Far from an idealized picture of blokes in the bush, my childhood view of Australia is that of the suburbs of Melbourne, a working-class protestant Irish immigrant background.  It’s the view of moving from migrant camp to concrete Housing Commission house.   Of leaving school at l4 to become a typist, a good occupation for uneducated girls, prior to moving to regional Victoria to marry and raise a family.   Later, when a Labor Government made higher education freely available to the likes of me, to gain a degree, see something of the world, explore politics and academia, embrace feminism – and finally to seek to master the greatest of all mysteries – the five string banjo.

Growing up, I loved to read, though not necessarily in this order, CJ Dennis, Henry Lawson, Enid Blyton, Miles Franklin, H.G. Wells, Frank Hardy, and I loved Ethel Turner’s ‘Seven Little Australians.’  There was no bush in the suburb I grew up in but the romance of the bush, minus its indigenous residents who didn’t seem to rate more than a passing mention, seemed to be just about everywhere in the domestic literature, books, school papers and readers of the l950’s.  Alongside this was an uncritical view of the British Empire, complete with country lanes, rose gardens, toffee-nosed royals, spiteful schoolgirls in boarding schools and the derring-do of Boys Own Annual fiction.   A strange mixture for a country far away from it’s English ‘home’ and, for most Australians, not even living within coo-ee of the bush.

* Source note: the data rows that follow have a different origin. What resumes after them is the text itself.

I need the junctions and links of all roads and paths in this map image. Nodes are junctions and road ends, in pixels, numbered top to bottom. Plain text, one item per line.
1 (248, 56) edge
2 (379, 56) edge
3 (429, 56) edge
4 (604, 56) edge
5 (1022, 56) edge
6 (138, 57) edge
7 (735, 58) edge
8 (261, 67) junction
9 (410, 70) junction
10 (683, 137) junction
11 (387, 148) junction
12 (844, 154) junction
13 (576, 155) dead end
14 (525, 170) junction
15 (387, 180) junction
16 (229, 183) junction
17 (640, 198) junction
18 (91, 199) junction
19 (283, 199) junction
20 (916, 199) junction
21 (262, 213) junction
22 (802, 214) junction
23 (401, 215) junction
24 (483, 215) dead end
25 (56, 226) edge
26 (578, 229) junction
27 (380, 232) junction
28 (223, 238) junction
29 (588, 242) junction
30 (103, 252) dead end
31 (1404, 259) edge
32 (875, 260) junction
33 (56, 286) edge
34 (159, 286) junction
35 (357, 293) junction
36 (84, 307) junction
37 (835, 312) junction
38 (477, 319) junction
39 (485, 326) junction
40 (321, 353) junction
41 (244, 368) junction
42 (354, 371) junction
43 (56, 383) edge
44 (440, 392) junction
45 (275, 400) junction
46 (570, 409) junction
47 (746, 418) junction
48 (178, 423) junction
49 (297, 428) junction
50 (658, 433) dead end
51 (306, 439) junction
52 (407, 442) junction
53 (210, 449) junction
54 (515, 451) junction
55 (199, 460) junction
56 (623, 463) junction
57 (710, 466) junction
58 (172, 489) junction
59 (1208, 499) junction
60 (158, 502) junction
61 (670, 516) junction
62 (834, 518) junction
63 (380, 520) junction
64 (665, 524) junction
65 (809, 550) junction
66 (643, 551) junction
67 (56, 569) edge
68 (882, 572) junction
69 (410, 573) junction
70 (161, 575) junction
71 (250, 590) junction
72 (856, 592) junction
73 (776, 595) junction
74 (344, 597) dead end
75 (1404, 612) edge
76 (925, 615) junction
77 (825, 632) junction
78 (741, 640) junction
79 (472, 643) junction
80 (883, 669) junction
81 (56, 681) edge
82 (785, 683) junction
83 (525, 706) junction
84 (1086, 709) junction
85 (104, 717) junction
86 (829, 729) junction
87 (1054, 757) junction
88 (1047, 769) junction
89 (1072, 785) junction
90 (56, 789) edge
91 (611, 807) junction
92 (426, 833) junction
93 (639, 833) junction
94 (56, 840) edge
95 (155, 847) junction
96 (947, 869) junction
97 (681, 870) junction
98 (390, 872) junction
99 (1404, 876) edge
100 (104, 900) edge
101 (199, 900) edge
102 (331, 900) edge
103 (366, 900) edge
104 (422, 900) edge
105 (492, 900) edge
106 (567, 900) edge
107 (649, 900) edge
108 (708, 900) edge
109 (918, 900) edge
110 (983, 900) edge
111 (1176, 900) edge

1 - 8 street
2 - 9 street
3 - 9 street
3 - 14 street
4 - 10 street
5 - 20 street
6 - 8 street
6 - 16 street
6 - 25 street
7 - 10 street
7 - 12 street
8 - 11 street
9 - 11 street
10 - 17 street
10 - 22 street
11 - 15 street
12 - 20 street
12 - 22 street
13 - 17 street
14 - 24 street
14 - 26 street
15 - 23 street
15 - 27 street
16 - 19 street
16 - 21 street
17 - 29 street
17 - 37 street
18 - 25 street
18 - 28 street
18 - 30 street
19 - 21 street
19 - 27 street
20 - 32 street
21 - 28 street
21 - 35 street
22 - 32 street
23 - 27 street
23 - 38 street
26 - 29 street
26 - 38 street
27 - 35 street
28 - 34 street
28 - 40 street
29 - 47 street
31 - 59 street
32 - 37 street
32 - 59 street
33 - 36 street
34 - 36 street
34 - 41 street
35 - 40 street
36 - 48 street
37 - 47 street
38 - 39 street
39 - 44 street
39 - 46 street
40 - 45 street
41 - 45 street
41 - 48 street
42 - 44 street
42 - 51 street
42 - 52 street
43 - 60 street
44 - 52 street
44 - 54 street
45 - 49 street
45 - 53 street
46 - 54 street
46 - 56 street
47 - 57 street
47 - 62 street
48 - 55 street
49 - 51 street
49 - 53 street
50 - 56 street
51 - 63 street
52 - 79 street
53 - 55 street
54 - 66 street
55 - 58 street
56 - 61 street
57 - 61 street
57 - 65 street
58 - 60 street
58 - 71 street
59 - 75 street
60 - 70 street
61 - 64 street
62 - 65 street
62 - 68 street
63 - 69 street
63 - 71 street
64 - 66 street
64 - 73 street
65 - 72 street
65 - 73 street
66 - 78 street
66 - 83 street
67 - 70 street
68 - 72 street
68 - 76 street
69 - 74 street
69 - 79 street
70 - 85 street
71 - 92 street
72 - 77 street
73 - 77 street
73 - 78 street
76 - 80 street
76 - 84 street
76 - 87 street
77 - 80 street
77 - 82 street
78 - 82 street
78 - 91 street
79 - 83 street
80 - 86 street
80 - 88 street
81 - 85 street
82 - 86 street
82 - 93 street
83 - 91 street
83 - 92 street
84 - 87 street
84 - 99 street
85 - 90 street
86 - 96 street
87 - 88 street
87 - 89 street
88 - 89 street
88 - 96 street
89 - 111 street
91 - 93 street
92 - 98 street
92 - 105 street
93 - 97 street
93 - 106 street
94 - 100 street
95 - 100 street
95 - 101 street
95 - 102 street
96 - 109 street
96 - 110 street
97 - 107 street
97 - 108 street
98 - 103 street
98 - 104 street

Every Christmas, I would pore over the latest edition of the Girls Crystal, wondering occasionally why it didn’t ring particularly true.   I can remember feeling occasional twinges of wonder, almost of nostalgia, that this English publication was reflecting a world somewhere else going on without me.  This being the case, what was wrong with the one I was living in?  

History at school was a boringly tedious litany of the deeds of great and not so great males, explorers, politicians, those who brought sheep to Australia and the men who sailed off to support the Empire.  Convicts were either lower-class poor wretches transported for stealing the proverbial loaf of bread to feed starving children, or heinous criminals no longer worthy of citizenship in mother England.    The expanding empire was plastered in red all over the world map, and pointed to with a great sense of pride.  Australia, like the big blob called Russia up North, was red and I never imagined it as desert with a green fringe around the outside where most people lived.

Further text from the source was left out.